-- Extracted records follows --

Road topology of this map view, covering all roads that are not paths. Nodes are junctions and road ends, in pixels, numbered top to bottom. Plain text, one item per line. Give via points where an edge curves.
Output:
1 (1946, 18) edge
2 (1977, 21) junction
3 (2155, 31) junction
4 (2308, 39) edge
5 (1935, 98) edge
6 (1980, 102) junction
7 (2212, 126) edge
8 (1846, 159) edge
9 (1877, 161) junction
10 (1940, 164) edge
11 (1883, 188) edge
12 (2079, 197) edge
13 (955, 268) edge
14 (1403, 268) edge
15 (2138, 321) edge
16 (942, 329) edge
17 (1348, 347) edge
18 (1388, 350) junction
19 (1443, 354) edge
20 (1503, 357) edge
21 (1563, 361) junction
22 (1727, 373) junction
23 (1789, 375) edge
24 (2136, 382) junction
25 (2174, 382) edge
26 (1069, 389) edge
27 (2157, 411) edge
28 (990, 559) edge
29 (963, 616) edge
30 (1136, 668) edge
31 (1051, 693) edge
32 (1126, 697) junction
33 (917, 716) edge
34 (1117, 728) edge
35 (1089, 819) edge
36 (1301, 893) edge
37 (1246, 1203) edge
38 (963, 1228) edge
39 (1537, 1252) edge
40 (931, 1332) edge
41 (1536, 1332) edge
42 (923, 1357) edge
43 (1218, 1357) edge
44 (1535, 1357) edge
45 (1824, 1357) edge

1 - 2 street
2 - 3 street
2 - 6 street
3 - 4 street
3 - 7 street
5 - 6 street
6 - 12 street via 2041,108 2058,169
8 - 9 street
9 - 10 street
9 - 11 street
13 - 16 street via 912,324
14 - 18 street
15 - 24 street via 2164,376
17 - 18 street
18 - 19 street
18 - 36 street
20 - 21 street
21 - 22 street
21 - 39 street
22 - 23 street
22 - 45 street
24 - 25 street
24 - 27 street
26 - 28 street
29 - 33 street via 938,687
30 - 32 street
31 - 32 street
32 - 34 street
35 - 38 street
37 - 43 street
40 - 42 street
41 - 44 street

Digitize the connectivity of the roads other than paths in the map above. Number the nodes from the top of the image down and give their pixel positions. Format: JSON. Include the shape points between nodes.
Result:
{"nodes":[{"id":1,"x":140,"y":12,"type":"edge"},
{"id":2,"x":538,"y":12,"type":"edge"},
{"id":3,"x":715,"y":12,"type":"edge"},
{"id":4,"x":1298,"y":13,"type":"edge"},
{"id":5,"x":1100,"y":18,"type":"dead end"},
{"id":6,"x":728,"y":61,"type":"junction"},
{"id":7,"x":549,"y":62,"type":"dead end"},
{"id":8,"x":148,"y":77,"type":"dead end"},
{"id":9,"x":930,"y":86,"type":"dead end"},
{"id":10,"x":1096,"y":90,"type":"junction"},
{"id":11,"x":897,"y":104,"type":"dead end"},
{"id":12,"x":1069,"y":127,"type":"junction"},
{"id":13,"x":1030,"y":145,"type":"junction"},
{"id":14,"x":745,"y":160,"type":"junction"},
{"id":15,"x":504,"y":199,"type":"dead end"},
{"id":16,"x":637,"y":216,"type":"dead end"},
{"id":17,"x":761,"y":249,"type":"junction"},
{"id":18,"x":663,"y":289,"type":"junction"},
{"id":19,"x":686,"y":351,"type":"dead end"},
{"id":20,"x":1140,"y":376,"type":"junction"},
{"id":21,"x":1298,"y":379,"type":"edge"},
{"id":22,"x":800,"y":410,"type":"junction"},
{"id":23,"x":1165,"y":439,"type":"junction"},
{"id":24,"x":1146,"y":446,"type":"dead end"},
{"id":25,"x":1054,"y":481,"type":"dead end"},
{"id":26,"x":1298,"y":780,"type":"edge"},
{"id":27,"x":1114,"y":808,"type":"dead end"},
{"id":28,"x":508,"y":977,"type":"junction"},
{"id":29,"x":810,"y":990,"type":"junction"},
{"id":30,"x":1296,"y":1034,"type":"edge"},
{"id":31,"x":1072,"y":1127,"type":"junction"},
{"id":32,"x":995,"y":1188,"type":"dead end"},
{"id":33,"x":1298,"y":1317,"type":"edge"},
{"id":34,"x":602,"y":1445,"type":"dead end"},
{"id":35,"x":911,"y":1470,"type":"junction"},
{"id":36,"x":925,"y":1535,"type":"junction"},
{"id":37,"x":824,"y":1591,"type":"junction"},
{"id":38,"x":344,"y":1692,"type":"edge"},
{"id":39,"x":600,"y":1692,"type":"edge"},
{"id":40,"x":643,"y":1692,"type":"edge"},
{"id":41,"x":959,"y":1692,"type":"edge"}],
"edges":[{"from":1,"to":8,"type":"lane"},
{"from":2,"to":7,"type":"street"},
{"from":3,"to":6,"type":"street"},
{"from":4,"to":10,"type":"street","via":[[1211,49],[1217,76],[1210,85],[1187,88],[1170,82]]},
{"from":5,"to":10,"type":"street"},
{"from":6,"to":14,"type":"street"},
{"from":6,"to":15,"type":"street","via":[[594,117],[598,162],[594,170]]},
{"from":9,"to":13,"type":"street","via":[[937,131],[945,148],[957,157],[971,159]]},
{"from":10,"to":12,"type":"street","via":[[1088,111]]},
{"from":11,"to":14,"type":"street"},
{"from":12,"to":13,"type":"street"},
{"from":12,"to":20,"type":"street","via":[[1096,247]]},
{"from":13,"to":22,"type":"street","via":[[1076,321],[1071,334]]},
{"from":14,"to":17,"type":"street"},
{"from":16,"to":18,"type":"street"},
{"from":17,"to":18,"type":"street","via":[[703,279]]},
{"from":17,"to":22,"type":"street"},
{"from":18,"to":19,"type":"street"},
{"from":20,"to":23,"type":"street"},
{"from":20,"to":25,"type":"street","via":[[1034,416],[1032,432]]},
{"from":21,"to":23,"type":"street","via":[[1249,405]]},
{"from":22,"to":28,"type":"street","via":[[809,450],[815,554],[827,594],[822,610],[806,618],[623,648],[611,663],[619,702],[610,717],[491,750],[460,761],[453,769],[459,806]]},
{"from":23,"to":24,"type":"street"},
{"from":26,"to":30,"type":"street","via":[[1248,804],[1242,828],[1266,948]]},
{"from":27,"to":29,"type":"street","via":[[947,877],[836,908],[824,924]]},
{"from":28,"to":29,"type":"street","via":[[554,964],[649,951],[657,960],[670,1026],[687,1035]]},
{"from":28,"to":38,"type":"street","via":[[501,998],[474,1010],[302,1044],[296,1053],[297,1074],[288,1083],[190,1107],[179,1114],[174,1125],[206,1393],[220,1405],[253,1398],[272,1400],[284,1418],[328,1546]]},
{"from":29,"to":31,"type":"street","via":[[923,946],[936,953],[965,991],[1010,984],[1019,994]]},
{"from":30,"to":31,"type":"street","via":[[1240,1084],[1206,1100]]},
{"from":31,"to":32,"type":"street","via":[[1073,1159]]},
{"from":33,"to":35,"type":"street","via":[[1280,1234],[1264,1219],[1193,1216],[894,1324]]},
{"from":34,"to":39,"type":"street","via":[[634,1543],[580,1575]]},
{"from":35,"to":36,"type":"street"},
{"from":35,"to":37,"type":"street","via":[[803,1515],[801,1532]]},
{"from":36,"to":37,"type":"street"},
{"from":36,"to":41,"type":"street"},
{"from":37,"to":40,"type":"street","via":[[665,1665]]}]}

-- Extracted records concluded --

## What to do:
Take from the listing above each line that contains the string "points".

## Expected answer:
Road topology of this map view, covering all roads that are not paths. Nodes are junctions and road ends, in pixels, numbered top to bottom. Plain text, one item per line. Give via points where an edge curves.
Digitize the connectivity of the roads other than paths in the map above. Number the nodes from the top of the image down and give their pixel positions. Format: JSON. Include the shape points between nodes.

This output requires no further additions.